Re: [PATCH] SCSI: handle HARDWARE_ERROR sense correctly

Alan Stern <stern@xxxxxxxxxxxxxxxxxxx> · Wed, 17 Dec 2008 10:09:15 -0500 (EST)

On Tue, 16 Dec 2008, James Bottomley wrote:

> > It would be wonderful if Mike or someone else would implement this
> > scheme.  The necessary changes shouldn't be very extensive.
> > 
> > (And I still think the wait_for logic in scsi_softirq_done() is wrong; 
> > rq->timeout shouldn't be multiplied by cmd->allowed.)
> 
> It's the logical retry timeout ... if a command fails and times out it
> gets retried, if it continues to time out, retries*timeout is the max
> before it fails.

Yes, certainly -- that's what the current code does.  And it's wrong.

rq->timeout should be the overall timeout for the request.  No matter
how many commands get prepped and issued, no matter how many times the 
request gets pushed back on the queue, if the request isn't finished
by then it should expire.

If I submit a request with a timeout of 60 seconds, then I want it to
be aborted if it hasn't finished within 60 seconds after the time it
starts.  I don't want to wait 360 seconds just because the SCSI
midlayer decides that it has to issue 6 separate commands to carry out
my request.

> > > It doesn't actually; the MLQUEUE return blocks the device from further
> > > issue until a command returns (or, if empty issue queue, until I/O
> > > pressure causes a block unplug 3 times).
> > 
> > Okay, I misunderstood how that works.  Still, the code bypasses the 
> > normal retry pathways, leaving it vulnerable to these sorts of 
> > problems. 
> 
> It does?  How?  decide_disposition() goes straigh into the expiry check.

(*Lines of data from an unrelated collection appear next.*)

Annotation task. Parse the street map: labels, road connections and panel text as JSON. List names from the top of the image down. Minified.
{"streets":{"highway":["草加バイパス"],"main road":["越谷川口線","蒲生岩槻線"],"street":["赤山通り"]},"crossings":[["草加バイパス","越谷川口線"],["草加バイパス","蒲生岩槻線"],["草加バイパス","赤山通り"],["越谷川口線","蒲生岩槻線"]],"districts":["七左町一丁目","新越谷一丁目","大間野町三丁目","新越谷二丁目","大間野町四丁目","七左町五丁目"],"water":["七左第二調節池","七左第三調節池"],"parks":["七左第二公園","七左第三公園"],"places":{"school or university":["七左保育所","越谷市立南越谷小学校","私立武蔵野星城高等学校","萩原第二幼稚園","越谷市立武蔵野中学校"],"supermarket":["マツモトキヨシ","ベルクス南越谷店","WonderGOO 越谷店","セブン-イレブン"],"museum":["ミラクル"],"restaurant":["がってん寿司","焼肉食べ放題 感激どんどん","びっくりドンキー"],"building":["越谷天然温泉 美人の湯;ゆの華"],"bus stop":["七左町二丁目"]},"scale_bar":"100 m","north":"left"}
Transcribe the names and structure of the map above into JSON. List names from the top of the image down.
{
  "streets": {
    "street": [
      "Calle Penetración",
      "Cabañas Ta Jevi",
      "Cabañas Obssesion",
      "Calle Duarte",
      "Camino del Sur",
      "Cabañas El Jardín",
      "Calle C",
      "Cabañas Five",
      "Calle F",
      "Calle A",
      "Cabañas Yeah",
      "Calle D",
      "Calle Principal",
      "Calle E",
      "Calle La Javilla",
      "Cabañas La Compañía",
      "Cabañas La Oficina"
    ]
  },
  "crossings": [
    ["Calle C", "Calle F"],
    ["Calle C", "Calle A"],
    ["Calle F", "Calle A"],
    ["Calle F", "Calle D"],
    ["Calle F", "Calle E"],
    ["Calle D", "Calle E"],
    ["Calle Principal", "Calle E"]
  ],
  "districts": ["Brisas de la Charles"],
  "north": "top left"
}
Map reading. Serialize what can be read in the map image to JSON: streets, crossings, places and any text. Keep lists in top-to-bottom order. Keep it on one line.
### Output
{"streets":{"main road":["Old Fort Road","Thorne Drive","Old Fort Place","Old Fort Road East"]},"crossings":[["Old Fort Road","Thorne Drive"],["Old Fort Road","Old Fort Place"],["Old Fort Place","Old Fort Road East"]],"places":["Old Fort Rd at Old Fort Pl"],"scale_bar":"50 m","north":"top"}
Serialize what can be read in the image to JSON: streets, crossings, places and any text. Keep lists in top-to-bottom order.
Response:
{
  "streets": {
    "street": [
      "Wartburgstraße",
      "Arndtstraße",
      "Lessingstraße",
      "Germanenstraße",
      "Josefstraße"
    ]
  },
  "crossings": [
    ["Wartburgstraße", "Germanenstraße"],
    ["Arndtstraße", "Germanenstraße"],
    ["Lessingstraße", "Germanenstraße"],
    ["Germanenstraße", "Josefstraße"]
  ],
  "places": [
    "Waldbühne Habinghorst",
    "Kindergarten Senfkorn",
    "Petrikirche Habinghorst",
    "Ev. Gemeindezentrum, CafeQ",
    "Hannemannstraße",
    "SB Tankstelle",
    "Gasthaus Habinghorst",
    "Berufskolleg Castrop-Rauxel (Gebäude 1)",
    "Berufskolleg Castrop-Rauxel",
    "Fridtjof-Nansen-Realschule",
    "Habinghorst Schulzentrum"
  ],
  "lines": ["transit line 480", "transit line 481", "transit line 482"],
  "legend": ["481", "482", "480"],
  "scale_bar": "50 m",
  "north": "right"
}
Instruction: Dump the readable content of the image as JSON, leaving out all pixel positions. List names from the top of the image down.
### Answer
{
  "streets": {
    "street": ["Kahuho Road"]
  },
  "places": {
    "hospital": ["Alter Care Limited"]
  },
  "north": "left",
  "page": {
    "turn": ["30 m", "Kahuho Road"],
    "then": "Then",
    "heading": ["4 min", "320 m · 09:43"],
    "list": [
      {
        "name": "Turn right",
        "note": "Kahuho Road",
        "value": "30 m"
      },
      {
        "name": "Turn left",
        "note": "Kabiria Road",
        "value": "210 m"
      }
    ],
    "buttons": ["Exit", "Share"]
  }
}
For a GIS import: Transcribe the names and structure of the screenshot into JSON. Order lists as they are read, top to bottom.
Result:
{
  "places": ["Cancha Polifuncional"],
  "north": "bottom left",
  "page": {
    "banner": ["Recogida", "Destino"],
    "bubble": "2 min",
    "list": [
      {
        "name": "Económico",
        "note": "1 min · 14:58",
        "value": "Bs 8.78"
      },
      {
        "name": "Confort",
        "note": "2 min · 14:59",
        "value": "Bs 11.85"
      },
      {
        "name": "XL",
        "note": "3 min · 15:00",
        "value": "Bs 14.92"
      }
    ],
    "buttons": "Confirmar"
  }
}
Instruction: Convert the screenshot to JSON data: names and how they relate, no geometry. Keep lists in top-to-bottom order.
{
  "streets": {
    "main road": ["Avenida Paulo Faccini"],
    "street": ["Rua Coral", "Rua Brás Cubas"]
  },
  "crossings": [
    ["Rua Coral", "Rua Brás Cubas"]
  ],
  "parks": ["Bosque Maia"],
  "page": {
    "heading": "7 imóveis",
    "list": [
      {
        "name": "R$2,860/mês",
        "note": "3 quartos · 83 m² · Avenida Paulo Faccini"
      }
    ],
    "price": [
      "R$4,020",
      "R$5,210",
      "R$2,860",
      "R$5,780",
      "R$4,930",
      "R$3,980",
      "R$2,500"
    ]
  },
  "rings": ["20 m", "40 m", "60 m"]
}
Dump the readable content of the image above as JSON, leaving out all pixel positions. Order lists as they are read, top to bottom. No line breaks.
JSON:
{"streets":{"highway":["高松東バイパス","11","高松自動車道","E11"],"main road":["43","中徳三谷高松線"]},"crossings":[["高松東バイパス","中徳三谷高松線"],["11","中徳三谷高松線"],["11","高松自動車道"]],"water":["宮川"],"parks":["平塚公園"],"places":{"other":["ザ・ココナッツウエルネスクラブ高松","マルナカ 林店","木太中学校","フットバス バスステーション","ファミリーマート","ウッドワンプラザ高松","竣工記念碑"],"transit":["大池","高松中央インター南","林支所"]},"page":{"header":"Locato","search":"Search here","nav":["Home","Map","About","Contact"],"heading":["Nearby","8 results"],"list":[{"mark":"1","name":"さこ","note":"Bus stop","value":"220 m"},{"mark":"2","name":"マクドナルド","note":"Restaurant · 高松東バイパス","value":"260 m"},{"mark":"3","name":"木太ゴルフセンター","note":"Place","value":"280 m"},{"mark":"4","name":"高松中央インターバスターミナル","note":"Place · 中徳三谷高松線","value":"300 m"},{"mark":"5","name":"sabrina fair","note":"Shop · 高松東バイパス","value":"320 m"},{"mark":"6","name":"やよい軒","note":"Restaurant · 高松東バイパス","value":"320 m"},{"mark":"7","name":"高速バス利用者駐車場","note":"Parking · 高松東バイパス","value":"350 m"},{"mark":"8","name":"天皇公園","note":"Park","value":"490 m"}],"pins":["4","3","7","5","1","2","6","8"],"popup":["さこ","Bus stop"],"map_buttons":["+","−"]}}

Consider the various pathways there are for retries:

	scsi_softirq_done -> scsi_decide_disposition which returns
	NEEDS_RETRY -> scsi_queue_insert

	scsi_softirq_done -> scsi_decide_disposition which returns
	ADD_TO_MLQUEUE -> scsi_queue_insert

	scsi_io_completion -> scsi_end_request -> scsi_requeue_command
	-> blk_requeue_request

	scsi_io_completion decides on ACTION_REPREP ->
	scsi_requeue_command -> blk_requeue_request

	scsi_io_completion decides on ACTION_RETRY -> scsi_queue_insert

	scsi_io_completion decides on ACTION_DELAYED_RETRY ->
	scsi_queue_insert

6 different pathways for retries!  And exactly how consistent are they 
about deciding when there have been too many retries or the request 
should expire?  Not very.

> >  So why put the retry_hwerr test in check_sense()?  Why not 
> > put it in scsi_io_completion() instead, so that retries can be limited 
> > appropriately?
> 
> because check_sense goes into decide disposition which gets the timeout
> test applied on MLQUEUE return.

This merely reinforces my point that there are too many different ways 
to retry commands, with inconsistent timeout checks.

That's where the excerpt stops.